De ce « passage aux limites » découle un changement de terrain de la rationalité économique. Hier, la performance quantitative était le critère fondamental du bien-être, et c’est l’efficacité de l’appareil productif qui la conditionnait. Désormais, c’est sur le terrain des conséquences et des finalités humaines que s’apprécie la rationalité. Hier « instrumentale », celle-ci s’est « finalisée ». Et l’on ne veut pas le voir.

Ce déplacement du champ de la rationalité, loin d’avoir une portée purement théorique, implique un retournement complet des critères de choix et de gestion économique. De variable d’ajustement, la personne retrouve son statut de finalité ; les principes de régulation de l’échange international s’inversent ; de ressource à exploiter et à saccager, la nature regagne son rôle de matrice sans la préservation de laquelle aucune forme de vie n’est possible sur la planète. La transformation des critères de gestion qui en découle concerne aussi bien les économies nationales que les relations internationales.

S’agissant de la nation, le rapport final sur la « mesure de la performance économique et du progrès social », élaboré par les professeurs Joseph Stiglitz, Amartya Sen et Jean-Paul Fitoussi, présente une série de recommandations visant à élaborer une batterie d’indicateurs se rapprochant de la réalité des ménages et prenant notamment en compte les revenus et la consommation (plutôt que la production), le patrimoine, la répartition – et donc les inégalités ; ces critères s’étendent aux activités non marchandes, dont les services intrafamiliaux. Autant d’indicateurs qui se situent à l’opposé de l’économie néolibérale.
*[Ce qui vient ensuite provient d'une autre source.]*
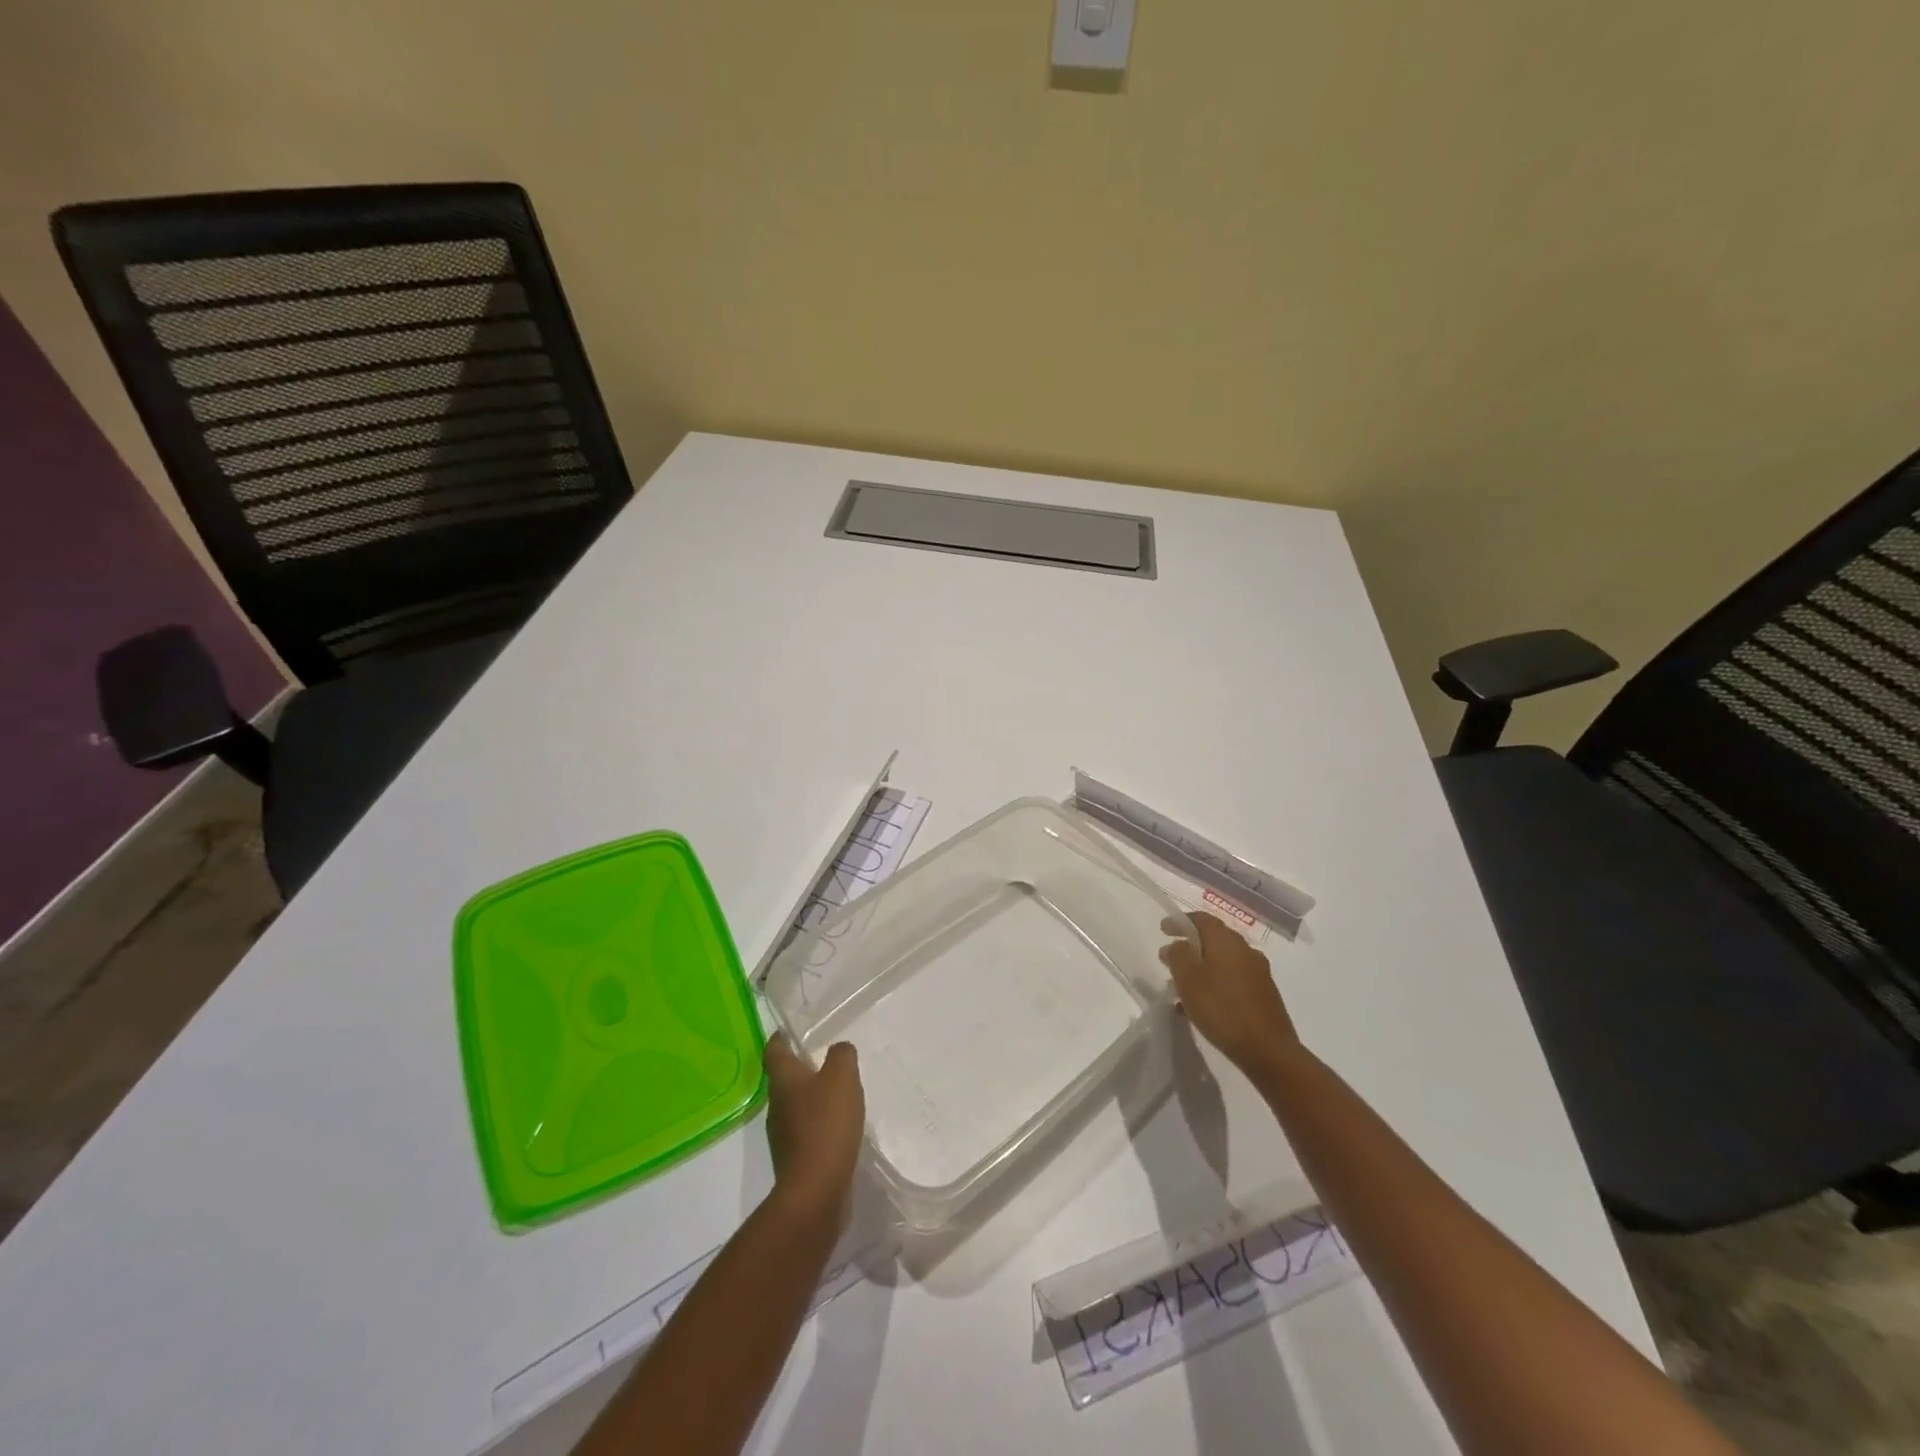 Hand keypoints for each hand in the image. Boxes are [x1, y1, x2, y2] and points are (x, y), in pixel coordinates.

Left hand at [763, 1036, 865, 1229]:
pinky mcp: (795, 1158)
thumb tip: (839, 1050)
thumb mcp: (842, 1078)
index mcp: (783, 1080)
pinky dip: (819, 1124)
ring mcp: (783, 1135)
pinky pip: (806, 1131)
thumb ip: (842, 1056)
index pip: (774, 1049)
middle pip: (785, 1078)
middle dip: (801, 1068)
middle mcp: (777, 1105)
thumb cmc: (826, 1124)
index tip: (791, 1030)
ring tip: (838, 1093)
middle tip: (826, 1060)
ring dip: (812, 1097)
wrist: (815, 1191)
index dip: (781, 1037)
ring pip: (795, 1105)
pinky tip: (839, 1127)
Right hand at [1159, 911, 1299, 1075]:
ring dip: (1202, 969)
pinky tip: (1202, 1007)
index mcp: (1227, 941)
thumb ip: (1178, 955)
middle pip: (1214, 939)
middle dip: (1191, 947)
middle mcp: (1245, 950)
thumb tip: (1177, 945)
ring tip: (1183, 986)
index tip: (1163, 929)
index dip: (1180, 922)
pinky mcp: (1264, 995)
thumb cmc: (1222, 1008)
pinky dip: (1215, 985)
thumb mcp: (1188, 979)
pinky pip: (1233, 981)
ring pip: (1223, 962)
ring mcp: (1258, 973)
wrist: (1268, 1051)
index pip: (1201, 919)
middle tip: (1171, 958) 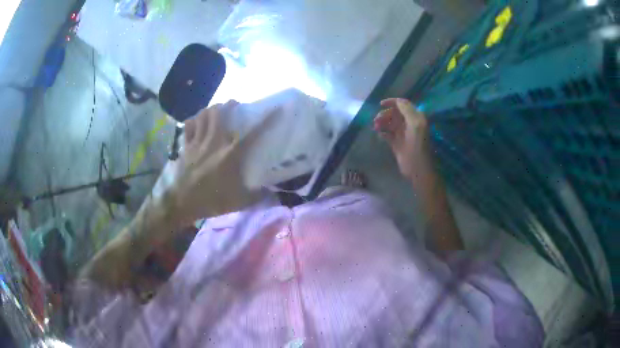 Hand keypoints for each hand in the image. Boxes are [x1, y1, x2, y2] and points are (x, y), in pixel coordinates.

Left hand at [170, 101, 272, 225]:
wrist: (182, 203)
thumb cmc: (212, 201)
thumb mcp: (239, 202)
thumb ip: (259, 196)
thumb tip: (276, 194)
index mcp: (231, 154)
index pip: (254, 132)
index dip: (267, 118)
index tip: (277, 108)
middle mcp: (215, 142)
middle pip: (221, 112)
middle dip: (229, 104)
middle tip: (235, 106)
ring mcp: (198, 142)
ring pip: (204, 115)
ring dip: (212, 109)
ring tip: (217, 110)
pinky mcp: (186, 146)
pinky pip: (189, 125)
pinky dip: (194, 120)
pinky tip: (198, 122)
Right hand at [374, 98, 432, 181]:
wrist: (417, 168)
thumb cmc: (417, 146)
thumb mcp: (415, 125)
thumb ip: (407, 111)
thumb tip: (398, 101)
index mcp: (415, 118)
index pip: (403, 104)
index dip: (392, 102)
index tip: (380, 104)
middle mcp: (409, 124)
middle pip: (394, 113)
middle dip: (385, 114)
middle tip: (377, 120)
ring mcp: (403, 134)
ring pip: (390, 123)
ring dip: (382, 123)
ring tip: (375, 127)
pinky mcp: (397, 144)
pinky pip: (387, 134)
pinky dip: (382, 133)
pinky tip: (379, 135)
S’agissant des relations économiques internationales, l’efficacité instrumentale commandée par une logique de pure compétition aboutit à l’élimination du moins performant par le plus efficace en termes de rendement, quelles qu’en soient les conséquences humaines. Ainsi l’agriculture de rente a-t-elle écrasé l’agriculture vivrière des pays du Sud et condamné des populations entières à la détresse. Tous les grands principes de l’échange international (clause de la nation la plus favorisée, extension aux entreprises étrangères des avantages consentis aux firmes nationales, spécialisation selon les avantages comparatifs « naturels », libre circulation des marchandises et surtout des capitaux…) relèvent de cette logique. A ces critères, une approche en termes de rationalité finalisée opposera le droit des peuples défavorisés à se protéger pour construire leurs avantages comparatifs (qui n’ont rien de naturel, mais se construisent par l’investissement), le droit de s’organiser en communautés multinationales pour exploiter leurs complémentarités, le droit de satisfaire par eux-mêmes leurs besoins essentiels en s’abritant de la compétition des nations les plus avancées, etc.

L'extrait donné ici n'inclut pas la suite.